Lengthened and strengthened muscles improve posture and overall fitness, restoring optimum physical function for each individual body and stage of life. When long-standing patterns shift, practitioners feel an increased sense of freedom in their bodies and their lives.
Studio or Matwork?
Classes can be found in health clubs, church halls, complementary health centres and dedicated Pilates studios. Exercises involve the whole body and are performed on spring-assisted apparatus (sometimes called Studio Pilates) or a mat, sometimes utilising small equipment.
Both Studio Apparatus and Matwork can facilitate profound changes in the body when they are practiced holistically within the original principles and taught by a qualified Pilates Foundation teacher.
Why the Pilates Foundation?
Many people have adapted aspects of the Pilates method over the years so that some teachers today use the technique for very different purposes from those originally intended by Joe Pilates. Some are essentially fitness trainers who learn a quick fix set of exercises which they teach by rote as part of an aerobics class. Teacher training in these cases can sometimes last for just a few days. Other classes mix yoga with some Pilates exercises. When considering taking a Pilates class, it is important to know what is being offered, what kind of training the teacher has received and what you aim to achieve through Pilates.

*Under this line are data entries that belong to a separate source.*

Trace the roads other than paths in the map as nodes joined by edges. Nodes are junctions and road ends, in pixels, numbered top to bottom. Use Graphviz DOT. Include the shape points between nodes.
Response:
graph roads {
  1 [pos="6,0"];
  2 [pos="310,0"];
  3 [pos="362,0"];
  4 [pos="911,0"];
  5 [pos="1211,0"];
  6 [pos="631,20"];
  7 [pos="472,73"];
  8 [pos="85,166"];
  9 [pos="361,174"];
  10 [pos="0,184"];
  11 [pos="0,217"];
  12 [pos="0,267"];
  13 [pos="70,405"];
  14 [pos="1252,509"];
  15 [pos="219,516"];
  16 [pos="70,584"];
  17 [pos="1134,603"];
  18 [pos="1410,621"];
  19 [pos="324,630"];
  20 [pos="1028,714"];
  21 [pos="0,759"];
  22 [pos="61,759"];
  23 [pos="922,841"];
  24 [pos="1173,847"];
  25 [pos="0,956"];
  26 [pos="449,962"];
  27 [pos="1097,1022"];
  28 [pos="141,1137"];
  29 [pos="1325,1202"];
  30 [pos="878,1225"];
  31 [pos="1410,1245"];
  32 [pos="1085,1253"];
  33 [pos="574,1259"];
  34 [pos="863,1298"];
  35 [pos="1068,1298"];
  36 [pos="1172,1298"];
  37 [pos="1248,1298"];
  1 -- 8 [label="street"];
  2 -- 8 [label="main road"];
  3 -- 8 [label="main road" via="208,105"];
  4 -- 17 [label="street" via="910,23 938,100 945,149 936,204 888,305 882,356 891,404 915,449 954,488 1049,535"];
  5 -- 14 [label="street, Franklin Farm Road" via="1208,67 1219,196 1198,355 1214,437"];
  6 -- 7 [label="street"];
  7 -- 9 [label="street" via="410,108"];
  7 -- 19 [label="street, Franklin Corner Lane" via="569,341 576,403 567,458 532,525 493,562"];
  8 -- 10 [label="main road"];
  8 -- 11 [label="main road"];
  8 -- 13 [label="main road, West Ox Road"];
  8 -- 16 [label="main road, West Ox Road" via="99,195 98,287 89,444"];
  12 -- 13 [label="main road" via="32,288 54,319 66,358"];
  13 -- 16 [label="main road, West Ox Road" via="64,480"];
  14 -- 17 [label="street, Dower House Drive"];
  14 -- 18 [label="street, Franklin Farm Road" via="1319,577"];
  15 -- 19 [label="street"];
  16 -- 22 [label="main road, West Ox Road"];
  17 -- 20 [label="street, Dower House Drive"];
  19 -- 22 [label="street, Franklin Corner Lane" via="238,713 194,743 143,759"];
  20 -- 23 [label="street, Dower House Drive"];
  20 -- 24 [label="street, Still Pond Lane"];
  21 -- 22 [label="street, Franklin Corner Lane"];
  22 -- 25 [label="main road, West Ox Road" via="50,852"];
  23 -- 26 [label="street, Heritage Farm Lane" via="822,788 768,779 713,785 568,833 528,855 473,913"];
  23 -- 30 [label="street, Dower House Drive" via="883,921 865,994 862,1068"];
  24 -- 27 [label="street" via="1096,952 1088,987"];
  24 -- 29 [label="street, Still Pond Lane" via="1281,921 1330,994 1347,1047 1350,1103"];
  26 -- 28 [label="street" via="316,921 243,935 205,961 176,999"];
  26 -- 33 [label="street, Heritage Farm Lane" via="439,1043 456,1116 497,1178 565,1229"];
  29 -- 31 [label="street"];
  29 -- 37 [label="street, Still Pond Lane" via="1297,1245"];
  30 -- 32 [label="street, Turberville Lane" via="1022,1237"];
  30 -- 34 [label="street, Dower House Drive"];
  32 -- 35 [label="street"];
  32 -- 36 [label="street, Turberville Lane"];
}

In the UK, the gold standard of Pilates teachers are members of the Pilates Foundation. The only non-profit Pilates organization in the UK, the Pilates Foundation is dedicated to instilling and upholding the highest standards of Pilates teaching and practice. Pilates Foundation members have extensive knowledge of human anatomy, physiology and movement learned during a rigorous training programme of 1,200 hours over two years.
Their specialist training in working with people with chronic conditions means that Pilates Foundation teachers are qualified to join the register of NHSTA Complementary Health Practitioners.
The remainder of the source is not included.